**Directions for this task**
Copy out each line of the material that includes the word "main".

# # # # #

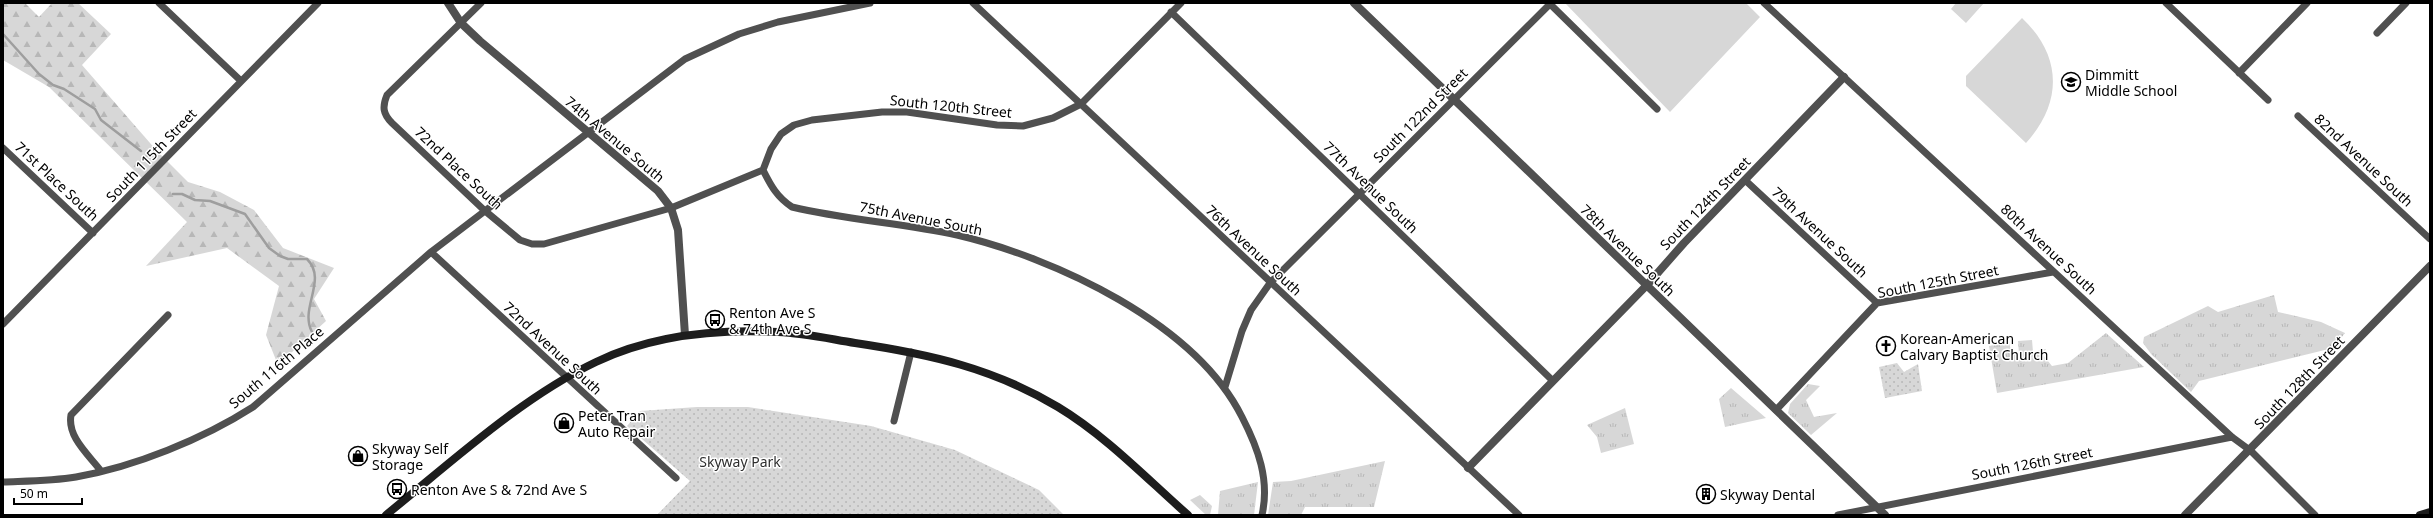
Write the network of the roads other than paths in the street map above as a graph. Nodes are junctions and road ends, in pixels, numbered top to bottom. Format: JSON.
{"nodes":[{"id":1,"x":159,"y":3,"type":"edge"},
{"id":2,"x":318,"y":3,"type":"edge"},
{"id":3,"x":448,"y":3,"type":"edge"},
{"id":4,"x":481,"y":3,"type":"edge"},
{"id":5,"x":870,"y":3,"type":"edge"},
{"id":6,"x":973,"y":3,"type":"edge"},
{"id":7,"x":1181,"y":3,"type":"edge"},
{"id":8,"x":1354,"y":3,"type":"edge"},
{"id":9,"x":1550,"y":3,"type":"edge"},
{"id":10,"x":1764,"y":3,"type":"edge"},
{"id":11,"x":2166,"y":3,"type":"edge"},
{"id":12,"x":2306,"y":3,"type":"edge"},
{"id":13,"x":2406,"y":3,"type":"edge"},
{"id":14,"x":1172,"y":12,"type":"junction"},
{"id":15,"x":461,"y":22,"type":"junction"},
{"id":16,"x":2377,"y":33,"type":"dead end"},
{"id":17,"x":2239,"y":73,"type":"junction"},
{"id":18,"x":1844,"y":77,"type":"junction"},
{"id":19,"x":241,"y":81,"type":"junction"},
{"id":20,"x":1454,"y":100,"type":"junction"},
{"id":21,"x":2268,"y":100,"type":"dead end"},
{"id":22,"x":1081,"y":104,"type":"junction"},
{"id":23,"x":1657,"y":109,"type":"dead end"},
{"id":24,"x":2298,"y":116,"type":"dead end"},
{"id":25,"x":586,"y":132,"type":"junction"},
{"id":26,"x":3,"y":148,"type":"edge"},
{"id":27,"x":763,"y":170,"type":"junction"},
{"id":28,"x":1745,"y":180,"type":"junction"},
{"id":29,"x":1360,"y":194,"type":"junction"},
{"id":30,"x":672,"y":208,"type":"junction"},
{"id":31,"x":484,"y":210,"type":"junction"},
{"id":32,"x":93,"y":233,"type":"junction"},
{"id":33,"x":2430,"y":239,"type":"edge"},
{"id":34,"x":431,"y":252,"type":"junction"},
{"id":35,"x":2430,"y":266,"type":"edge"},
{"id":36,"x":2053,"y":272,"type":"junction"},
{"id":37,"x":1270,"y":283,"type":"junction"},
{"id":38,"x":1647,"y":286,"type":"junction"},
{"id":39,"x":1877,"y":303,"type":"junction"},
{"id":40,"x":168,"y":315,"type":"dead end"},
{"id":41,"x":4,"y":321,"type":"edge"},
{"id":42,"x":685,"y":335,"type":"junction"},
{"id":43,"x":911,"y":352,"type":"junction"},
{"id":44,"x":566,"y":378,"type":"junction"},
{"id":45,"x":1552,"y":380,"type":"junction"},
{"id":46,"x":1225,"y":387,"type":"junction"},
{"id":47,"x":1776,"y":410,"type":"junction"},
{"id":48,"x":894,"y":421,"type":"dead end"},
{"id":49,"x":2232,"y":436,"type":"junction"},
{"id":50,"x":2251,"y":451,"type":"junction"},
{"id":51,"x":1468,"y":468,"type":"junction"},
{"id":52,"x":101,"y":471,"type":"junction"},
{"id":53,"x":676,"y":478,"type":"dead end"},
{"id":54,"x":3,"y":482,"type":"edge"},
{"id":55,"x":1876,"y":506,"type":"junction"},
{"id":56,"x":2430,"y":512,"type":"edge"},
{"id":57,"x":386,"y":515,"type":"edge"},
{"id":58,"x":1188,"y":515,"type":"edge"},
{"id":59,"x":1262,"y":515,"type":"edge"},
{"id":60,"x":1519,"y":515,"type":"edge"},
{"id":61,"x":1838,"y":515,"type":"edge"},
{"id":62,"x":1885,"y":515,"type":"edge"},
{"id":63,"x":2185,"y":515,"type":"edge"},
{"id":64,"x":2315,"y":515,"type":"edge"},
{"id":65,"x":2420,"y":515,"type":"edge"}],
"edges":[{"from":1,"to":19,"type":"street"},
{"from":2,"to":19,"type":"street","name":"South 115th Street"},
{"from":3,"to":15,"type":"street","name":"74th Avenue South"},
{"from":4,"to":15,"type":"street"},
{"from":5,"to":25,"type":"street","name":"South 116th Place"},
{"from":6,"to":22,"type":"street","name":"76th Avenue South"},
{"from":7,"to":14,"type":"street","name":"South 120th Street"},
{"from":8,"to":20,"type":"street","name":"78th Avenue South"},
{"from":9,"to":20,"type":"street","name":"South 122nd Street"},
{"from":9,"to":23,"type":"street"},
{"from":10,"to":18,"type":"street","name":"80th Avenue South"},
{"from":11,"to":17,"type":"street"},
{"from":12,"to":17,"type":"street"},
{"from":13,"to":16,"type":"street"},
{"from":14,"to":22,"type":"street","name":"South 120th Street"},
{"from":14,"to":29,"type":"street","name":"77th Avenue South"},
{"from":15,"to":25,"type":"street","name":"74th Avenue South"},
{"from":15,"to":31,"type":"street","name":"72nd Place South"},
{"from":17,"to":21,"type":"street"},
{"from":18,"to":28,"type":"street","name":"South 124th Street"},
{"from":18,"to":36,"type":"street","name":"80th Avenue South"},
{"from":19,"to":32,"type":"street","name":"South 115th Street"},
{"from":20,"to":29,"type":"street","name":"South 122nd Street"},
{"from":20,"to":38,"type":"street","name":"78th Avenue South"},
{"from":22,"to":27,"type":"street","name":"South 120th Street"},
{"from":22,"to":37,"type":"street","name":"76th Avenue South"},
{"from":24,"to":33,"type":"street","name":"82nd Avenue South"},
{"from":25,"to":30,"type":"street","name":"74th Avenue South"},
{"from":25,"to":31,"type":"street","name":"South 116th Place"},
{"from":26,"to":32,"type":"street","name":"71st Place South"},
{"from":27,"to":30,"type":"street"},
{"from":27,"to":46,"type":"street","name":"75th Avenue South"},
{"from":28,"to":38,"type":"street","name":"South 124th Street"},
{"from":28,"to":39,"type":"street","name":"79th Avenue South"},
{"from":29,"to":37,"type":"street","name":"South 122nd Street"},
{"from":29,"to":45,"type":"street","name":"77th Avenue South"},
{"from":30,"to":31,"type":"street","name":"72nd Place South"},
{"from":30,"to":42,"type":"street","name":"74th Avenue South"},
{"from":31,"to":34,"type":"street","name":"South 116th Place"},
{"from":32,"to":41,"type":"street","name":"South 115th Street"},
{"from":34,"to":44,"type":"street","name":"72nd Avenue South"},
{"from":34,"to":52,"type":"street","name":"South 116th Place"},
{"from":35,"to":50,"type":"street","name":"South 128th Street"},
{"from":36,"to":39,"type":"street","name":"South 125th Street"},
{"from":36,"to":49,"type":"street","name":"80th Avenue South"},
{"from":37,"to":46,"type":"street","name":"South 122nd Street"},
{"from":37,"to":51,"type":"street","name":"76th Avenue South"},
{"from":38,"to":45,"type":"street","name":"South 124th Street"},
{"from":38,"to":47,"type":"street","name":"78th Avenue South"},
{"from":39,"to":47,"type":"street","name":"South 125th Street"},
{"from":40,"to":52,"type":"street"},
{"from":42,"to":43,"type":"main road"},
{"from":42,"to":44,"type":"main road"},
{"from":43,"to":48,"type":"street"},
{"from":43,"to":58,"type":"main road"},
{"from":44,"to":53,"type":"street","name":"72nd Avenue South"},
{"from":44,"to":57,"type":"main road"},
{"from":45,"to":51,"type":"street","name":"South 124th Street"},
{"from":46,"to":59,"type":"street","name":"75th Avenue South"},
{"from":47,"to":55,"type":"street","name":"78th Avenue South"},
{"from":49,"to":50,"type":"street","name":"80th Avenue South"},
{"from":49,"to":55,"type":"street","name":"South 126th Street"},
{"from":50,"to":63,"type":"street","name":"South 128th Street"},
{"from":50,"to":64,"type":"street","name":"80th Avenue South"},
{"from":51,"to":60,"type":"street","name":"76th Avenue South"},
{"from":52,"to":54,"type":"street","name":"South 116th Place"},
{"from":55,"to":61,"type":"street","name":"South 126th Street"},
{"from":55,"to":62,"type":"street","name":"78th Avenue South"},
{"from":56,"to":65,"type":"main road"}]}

# # # # #

**Your solution**
{"from":42,"to":43,"type":"main road"},
{"from":42,"to":44,"type":"main road"},
{"from":43,"to":58,"type":"main road"},
{"from":44,"to":57,"type":"main road"},
{"from":56,"to":65,"type":"main road"}]}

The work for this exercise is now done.